The 3401 with microfibre cut and polish and a foam finish is really good. Megs 101 or 105 or optimum hyper or compound 2 really do cut quickly if needed and not a swirl or hologram anywhere.
The 142150 is really quiet and controllable, great in tight spaces/working around things or if you have to work close to or have a lot of edges. Can cut really quickly so you do need to be careful.
I think it takes a while longer to get the hang of a rotary over a da and produce a superb finish.

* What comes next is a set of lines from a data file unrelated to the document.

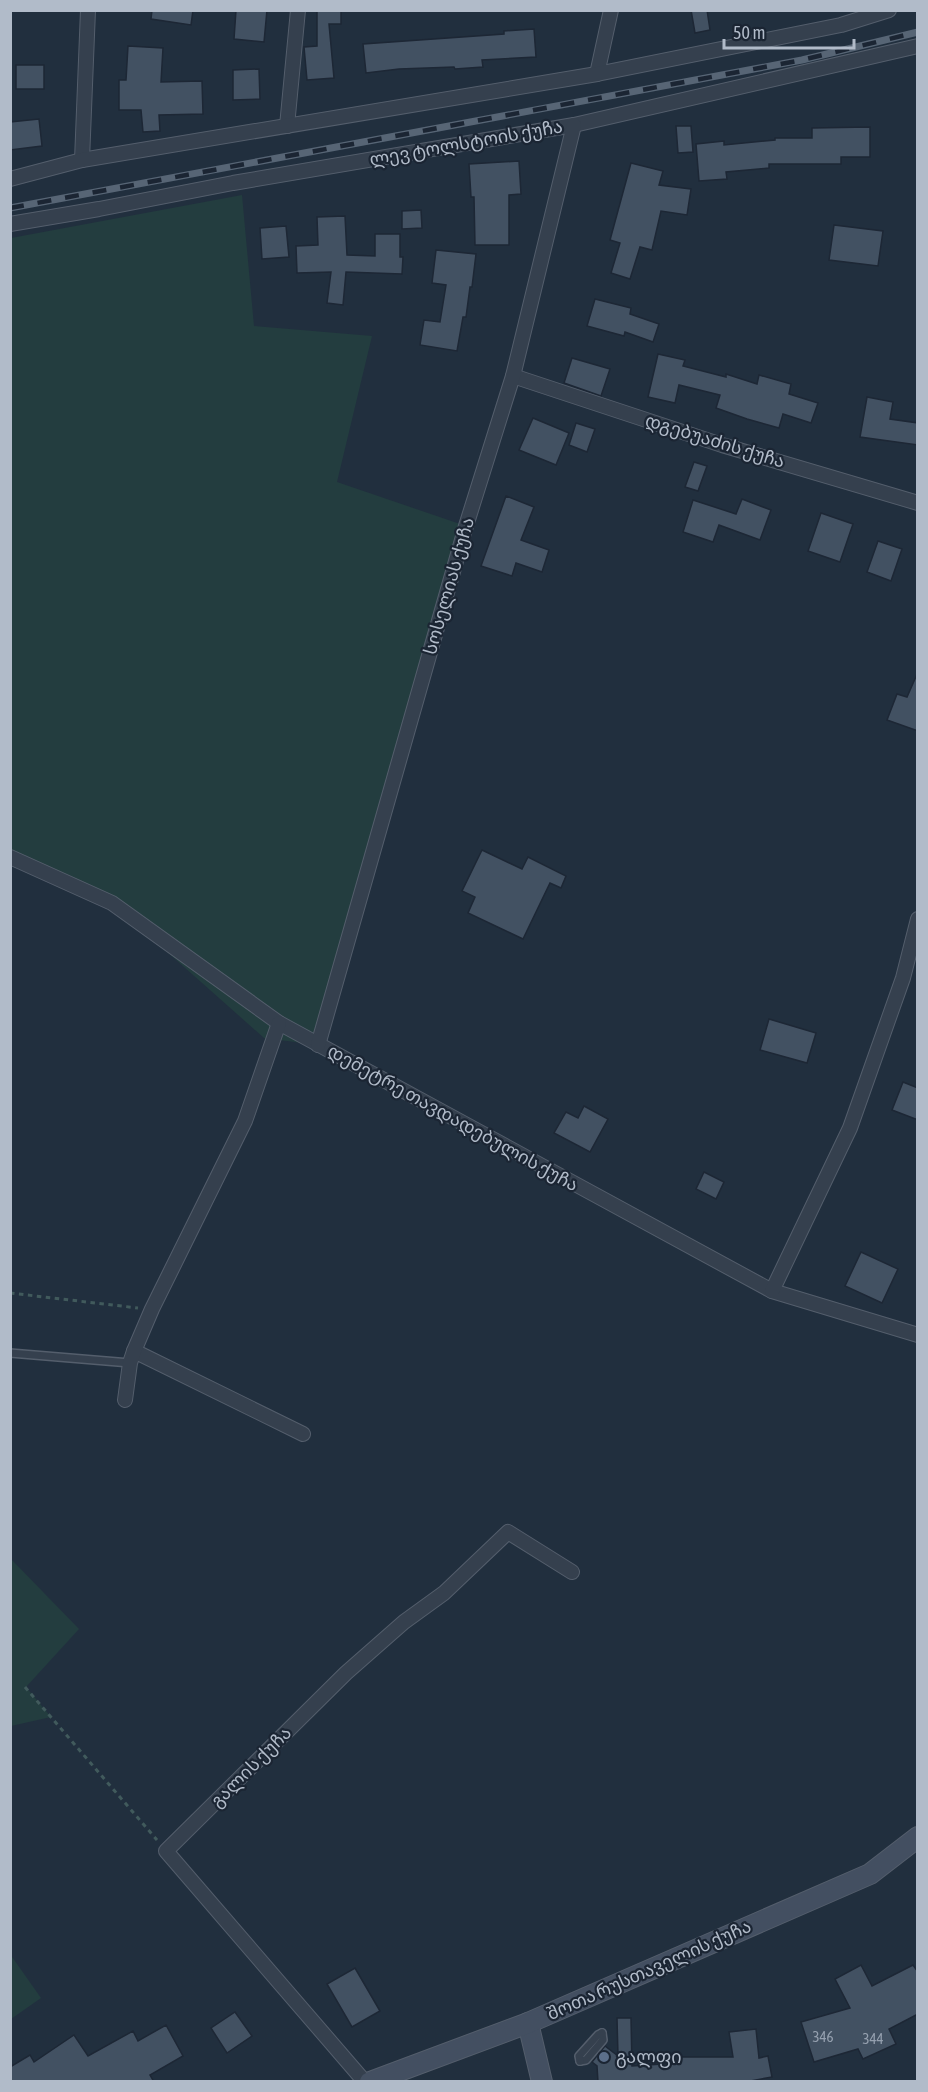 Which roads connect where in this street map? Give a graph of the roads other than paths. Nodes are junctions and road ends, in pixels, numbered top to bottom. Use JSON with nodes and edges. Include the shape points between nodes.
{"nodes":[{"id":1,"x":88,"y":10,"type":"edge"},
{"id":2,"x":298,"y":10,"type":"edge"},
{"id":3,"x":611,"y":10,"type":"edge"},
{"id":4,"x":889,"y":10,"type":"edge"},
{"id":5,"x":918,"y":46,"type":"edge"},
{"id":6,"x":597,"y":74,"type":"junction"},
{"id":7,"x":574,"y":125,"type":"junction"},
{"id":8,"x":287,"y":126,"type":"junction"},
{"id":9,"x":82,"y":160,"type":"junction"},
{"id":10,"x":10,"y":179,"type":"edge"},
{"id":11,"x":10,"y":224,"type":"edge"},
{"id":12,"x":513,"y":376,"type":"junction"},
{"id":13,"x":918,"y":503,"type":"edge"},
{"id":14,"x":10,"y":857,"type":"edge"},
{"id":15,"x":918,"y":919,"type":"edge"},
{"id":16,"x":279,"y":1023,"type":"junction"},
{"id":17,"x":318,"y":1045,"type":"junction"},
{"id":18,"x":772,"y":1291,"type":"junction"},
{"id":19,"x":918,"y":1335,"type":"edge"},
{"id":20,"x":10,"y":1353,"type":"edge"},
{"id":21,"x":132,"y":1357,"type":"junction"},
{"id":22,"x":124,"y":1400,"type":"dead end"},
{"id":23,"x":303,"y":1434,"type":"dead end"},
{"id":24,"x":572,"y":1572,"type":"dead end"},
{"id":25,"x":918,"y":1837,"type":"edge"},
{"id":26,"x":528,"y":2023,"type":"junction"},
{"id":27,"x":365,"y":2082,"type":"edge"},
{"id":28,"x":370,"y":2082,"type":"edge"},
{"id":29,"x":542,"y":2082,"type":"edge"}],
"edges":[{"from":1,"to":9,"type":"street"},
{"from":2,"to":8,"type":"street"},
{"from":3,"to":6,"type":"street"},
{"from":4,"to":6,"type":"street","via":[[841,25]]},
{"from":5,"to":7,"type":"street","name":"ლევ ტოლსტოის ქუჩა"},
{"from":6,"to":8,"type":"street"},
{"from":7,"to":11,"type":"street","name":"ლევ ტოლსტოის ქუჩა"},
{"from":7,"to":12,"type":"street","name":"სოსელიას ქუჩა"},
{"from":8,"to":9,"type":"street"},
{"from":9,"to":10,"type":"street"},
{"from":12,"to":13,"type":"street","name":"დგებუაძის ქუჩა","via":[[722,445]]},
{"from":12,"to":17,"type":"street","name":"სოსელიას ქუჩა"},
{"from":14,"to":16,"type":"street","name":"დემეტრე თავდადებულის ქუჩა","via":[[112,903]]},
{"from":15,"to":18,"type":"street","via":[[903,978],[850,1128]]},
{"from":16,"to":17,"type":"street","name":"დემეტრე თავდადებულის ქუჩა"},
{"from":16,"to":21,"type":"street","via":[[245,1121]]},
{"from":17,"to":18,"type":"street","name":"დემეტრე თავდადებულის ქუჩა"},
{"from":18,"to":19,"type":"street","name":"დემეტრე თავდადებულის ქუჩა"},
{"from":20,"to":21,"type":"lane"},
{"from":21,"to":22,"type":"street"},
{"from":21,"to":23,"type":"street"},
{"from":24,"to":27,"type":"street","name":"გალის ქუჩა","via":[[508,1532],[444,1593],[346,1673],[166,1851]]},
{"from":25,"to":26,"type":"main road","name":"შოთა რუსთაველის ქუჩა","via":[[870,1874]]},
{"from":26,"to":28,"type":"main road","name":"შოთა რუსთაველის ქუჩა"},
{"from":26,"to":29,"type":"main road"}]}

So if you only use it occasionally probably better with the 3401.


----------



## simonjj (Sep 25, 2010)

Now is an excellent time to buy a Flex with the offers we currently have, both the XC 3401 VRG and PE 14-2 150 are available for £300 delivered complete with a free Flex polisher bag, this is only for a limited time though!
See here for more details on our current offers: http://www.waxattack.co.uk/?wpsc_product_category=sale-items


----------



## AaronGTi (Nov 2, 2010)

Wax Attack said:


> Now is an excellent time to buy a Flex with the offers we currently have, both the XC 3401 VRG and PE 14-2 150 are available for £300 delivered complete with a free Flex polisher bag, this is only for a limited time though!
> See here for more details on our current offers: http://www.waxattack.co.uk/?wpsc_product_category=sale-items


Excellent offer Simon!

Snap it up folks!


----------



## rob_vrs (Jan 4, 2012)

I really want to purchase one now but due to other priorities and commitments cant justify it until after christmas , hopefully be some offers around then.


----------



## Turbo Tony (Mar 20, 2012)

Any offers on the bags?


----------



## simonjj (Sep 25, 2010)

Turbo Tony said:


> Any offers on the bags?


Only offer on bags are the free ones with a polisher 
Sorry.


----------



## craigblues (Jul 24, 2011)

Wax Attack said:


> Now is an excellent time to buy a Flex with the offers we currently have, both the XC 3401 VRG and PE 14-2 150 are available for £300 delivered complete with a free Flex polisher bag, this is only for a limited time though!
> See here for more details on our current offers: http://www.waxattack.co.uk/?wpsc_product_category=sale-items


Top Deal at the moment! :thumb:

Good to see your a sponsor again Simon. :buffer:


----------



## Kaban (Mar 10, 2011)

Simon is a real cool dude. I remember back a while ago I asked on this forum if anybody could help me source a 3m backing plate and Simon went out of his way to help me out.


----------



## simonjj (Sep 25, 2010)

Kaban said:


> Simon is a real cool dude. I remember back a while ago I asked on this forum if anybody could help me source a 3m backing plate and Simon went out of his way to help me out.


Thank you for the kind words, always happy to help. :wave:
Simon


----------